Friday, July 17, 2009

Lazy Blogging: Musical Type

OK typeonauts, someone find this guy and sign him up for a theme song:
Seriously: get this guy on board.

And although Geeksugar has endorsed typewriter-key "jewelry" in the past, there's no denying that I want one of these for my ancient craptop. Wonder if they come in AlphaSmart size?

Thursday, July 16, 2009

Pliers, Drills, Needles, and Waiting for Martha Stewart's Tears

or

What's Your 20, Good Buddy?

I'd blame Olivander for this one, but honestly, the seeds were planted almost two years ago with this topic that I contributed to on the D*I*Y Planner site. (I'm "Friend of Pens" in the comments section, if you're interested.) D*I*Y Planner is to organization nerds what Will Davis' site is to typewriter freaks: enabling pr0n of the worst order. And reading about these mysterious edge-punched cards intrigued me and the budding retro-nut lurking within.

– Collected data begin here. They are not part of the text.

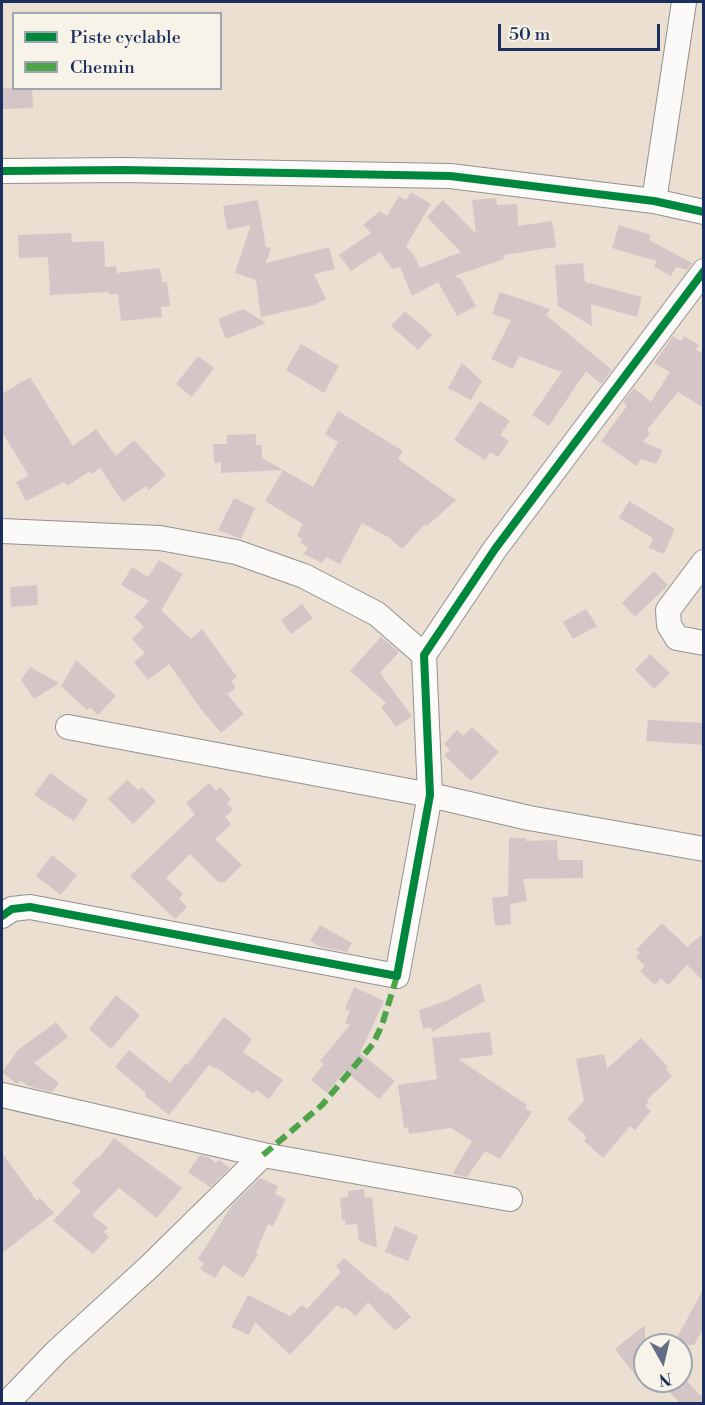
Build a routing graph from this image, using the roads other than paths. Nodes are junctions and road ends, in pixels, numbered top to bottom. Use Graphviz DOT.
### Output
graph roads {
  1 [pos="684,2"];
  2 [pos="2,171"];
  3 [pos="654,201"];
  4 [pos="704,212"];
  5 [pos="704,271"];
  6 [pos="2,531"];
  7 [pos="704,562"];
  8 [pos="704,643"];
  9 [pos="424,655"];
  10 [pos="68,727"];
  11 [pos="430,795"];
  12 [pos="704,849"];
  13 [pos="2,916"];
  14 [pos="2,1095"];
  15 [pos="263,1155"];
  16 [pos="510,1199"];
  17 [pos="6,1404"];
  1 -- 3 [label="street"];
  2 -- 3 [label="street"];
  3 -- 4 [label="street"];
  5 -- 9 [label="street"];
  6 -- 9 [label="street"];
  7 -- 8 [label="street"];
  9 -- 11 [label="street"];
  10 -- 11 [label="street"];
  11 -- 12 [label="street"];
  11 -- 13 [label="street"];
  14 -- 15 [label="street"];
  15 -- 16 [label="street"];
  15 -- 17 [label="street"];
}
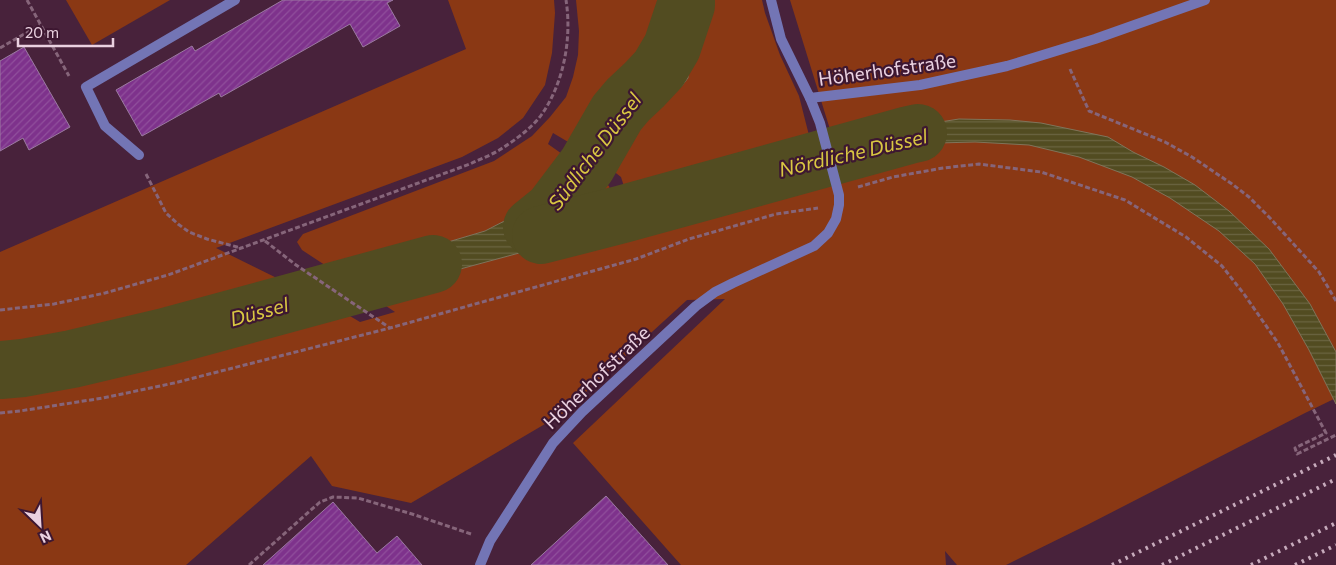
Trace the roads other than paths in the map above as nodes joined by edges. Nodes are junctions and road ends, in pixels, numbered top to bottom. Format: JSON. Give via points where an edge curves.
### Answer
{"nodes":[{"id":1,"x":235,"y":0,"type":"edge"},
{"id":2,"x":771,"y":0,"type":"edge"},
{"id":3,"x":1204,"y":0,"type":"edge"},
{"id":4,"x":810,"y":98,"type":"junction"},
{"id":5,"x":138,"y":155,"type":"road end"},
{"id":6,"x":480,"y":565,"type":"edge"}],
"edges":[{"from":1,"to":5,"type":"street","via":[[86,86],[105,126]]},
{"from":2,"to":4,"type":"street","via":[[781,39]]},
{"from":3,"to":4,"type":"street","name":"Höherhofstraße","via":[[1007,66],[920,85]]},
{"from":4,"to":6,"type":"street","name":"Höherhofstraße","via":[[820,123],[839,200],[836,219],[828,234],[814,246],[715,292],[582,412],[553,443],[490,541]]}]}
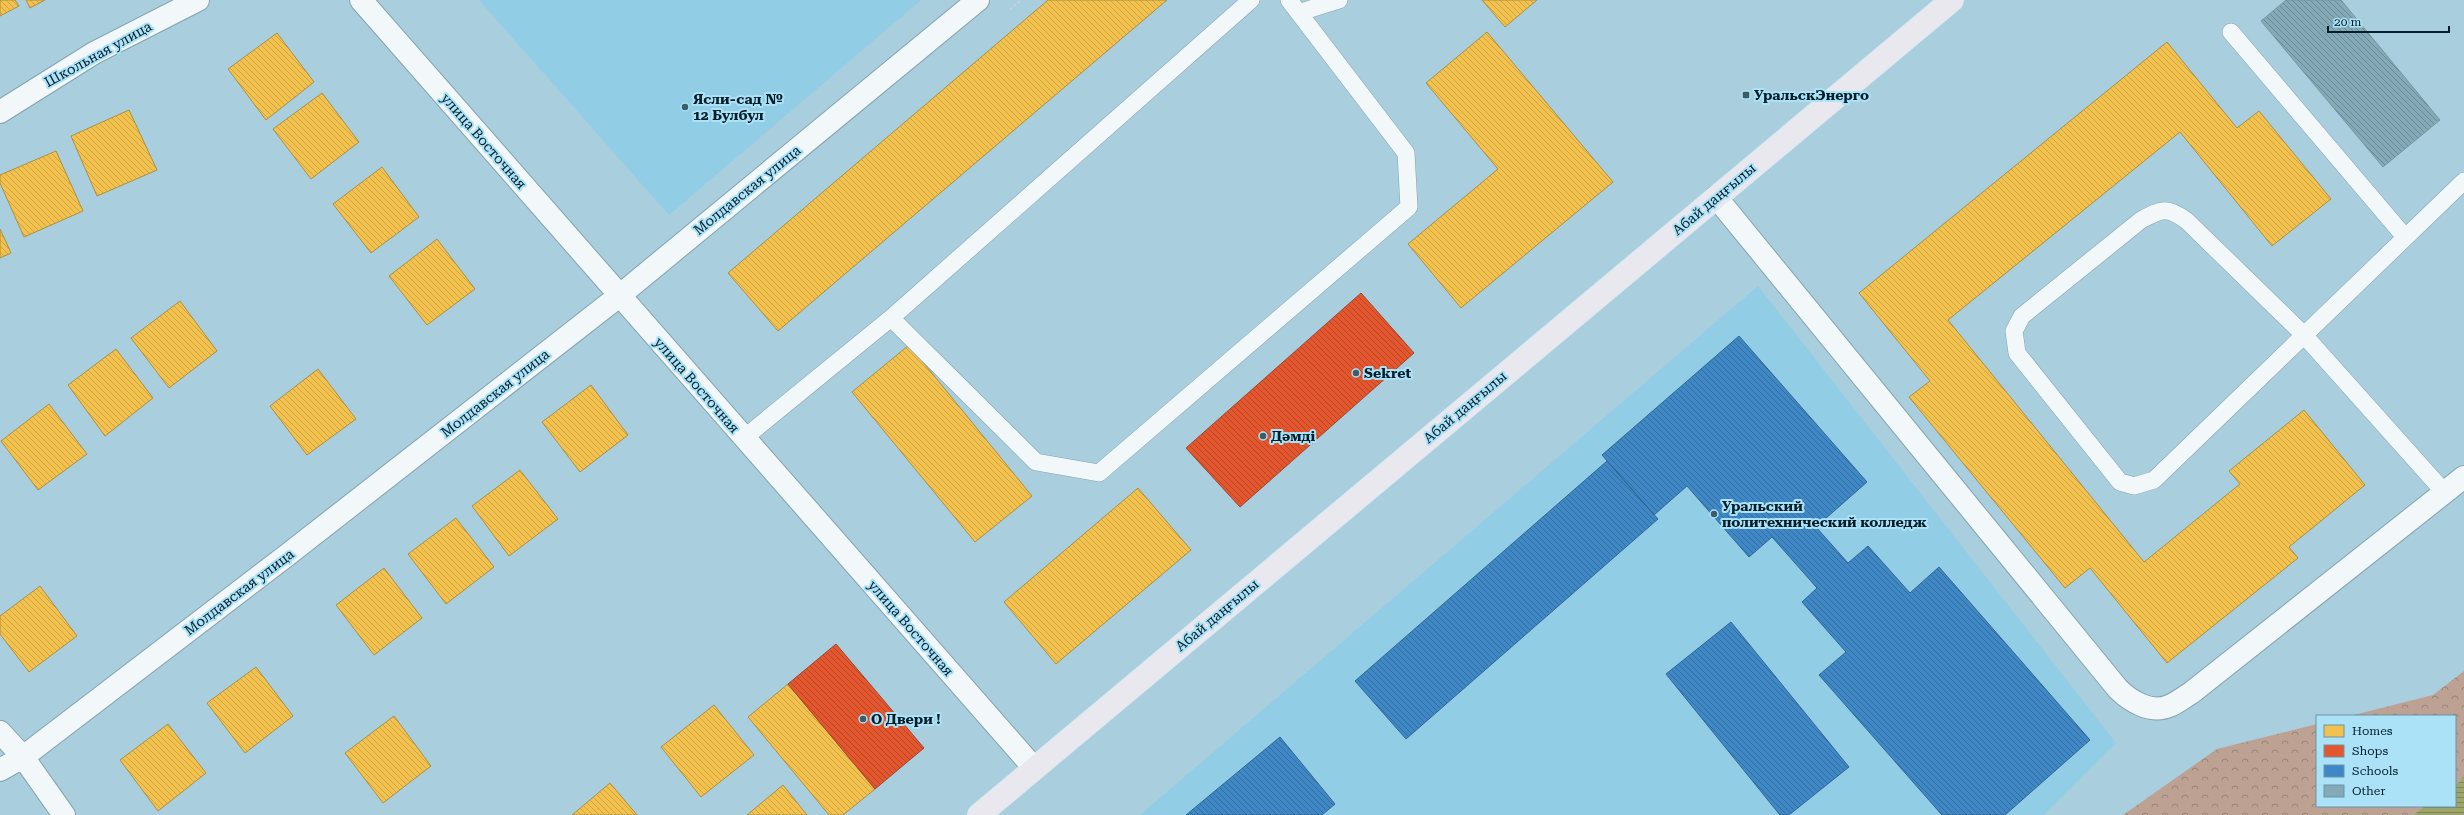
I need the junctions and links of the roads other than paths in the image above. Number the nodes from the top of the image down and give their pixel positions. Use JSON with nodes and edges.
{"nodes":[{"id":1,"x":198,"y":0,"type":"edge"},
{"id":2,"x":360,"y":0,"type":"edge"},
{"id":3,"x":978,"y":0,"type":"edge"},
{"id":4,"x":1251,"y":0,"type":"edge"},
{"id":5,"x":1339,"y":0,"type":"edge"},
{"id":6,"x":1952,"y":0,"type":"edge"},
{"id":7,"x":1295,"y":6,"type":"edge"},
{"id":8,"x":2231,"y":32,"type":"dead end"},
{"id":9,"x":0,"y":112,"type":"edge"},
{"id":10,"x":2464,"y":181,"type":"edge"},
{"id":11,"x":1716,"y":197,"type":"junction"},
{"id":12,"x":2405,"y":237,"type":"junction"},
{"id":13,"x":619,"y":296,"type":"junction"},
{"id":14,"x":891,"y":318,"type":"junction"},
{"id":15,"x":2303,"y":334,"type":"junction"},
{"id":16,"x":744,"y":438,"type":"junction"},
{"id":17,"x":2464,"y":477,"type":"edge"},
{"id":18,"x":2445,"y":493,"type":"junction"},
{"id":19,"x":0,"y":732,"type":"edge"},
{"id":20,"x":24,"y":756,"type":"junction"},
{"id":21,"x":1034,"y":768,"type":"junction"},
{"id":22,"x":0,"y":770,"type":"edge"},
{"id":23,"x":64,"y":815,"type":"edge"},
{"id":24,"x":979,"y":815,"type":"edge"}],
"edges":[{"from":1,"to":9,"type":"street","name":"Школьная улица"},
{"from":2,"to":13,"type":"street","name":"улица Восточная"},
{"from":3,"to":13,"type":"street","name":"Молдавская улица"},
{"from":4,"to":14,"type":"lane"},
{"from":5,"to":7,"type":"lane"},
{"from":6,"to":11,"type":"main road","name":"Абай даңғылы"},
{"from":7,"to":14,"type":"lane"},
{"from":8,"to":12,"type":"lane"},
{"from":10,"to":12,"type":"lane"},
{"from":11,"to":18,"type":"street"},
{"from":11,"to":21,"type":"main road","name":"Абай даңғылы"},
{"from":12,"to":15,"type":"lane"},
{"from":13,"to":16,"type":"street","name":"улица Восточная"},
{"from":13,"to":20,"type":"street","name":"Молдавская улица"},
{"from":14,"to":16,"type":"lane"},
{"from":15,"to":15,"type":"lane"},
{"from":15,"to":18,"type":"lane"},
{"from":16,"to":21,"type":"street","name":"улица Восточная"},
{"from":17,"to":18,"type":"street"},
{"from":19,"to":20,"type":"street"},
{"from":20,"to":22,"type":"street","name":"Молдавская улица"},
{"from":20,"to":23,"type":"street"},
{"from":21,"to":24,"type":"main road","name":"Абай даңғылы"}]}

The idea is simple: with a deck of blank notecards, punch a series of holes on every card along an edge, and attach some significance or category to each hole. Say, if you were going to catalog members of your family, you might have a set of holes to represent "eye color" (blue, green, brown, gray) and some for "hair color" (red, blond, brown, black) and so on. After you fill out a card for a particular member of the family, punch out the little strip of paper remaining between the correct hole and the edge of the card. Here's a photo of a very elaborate card, with the holes labeled. See how some of them are punched clean through to the edge?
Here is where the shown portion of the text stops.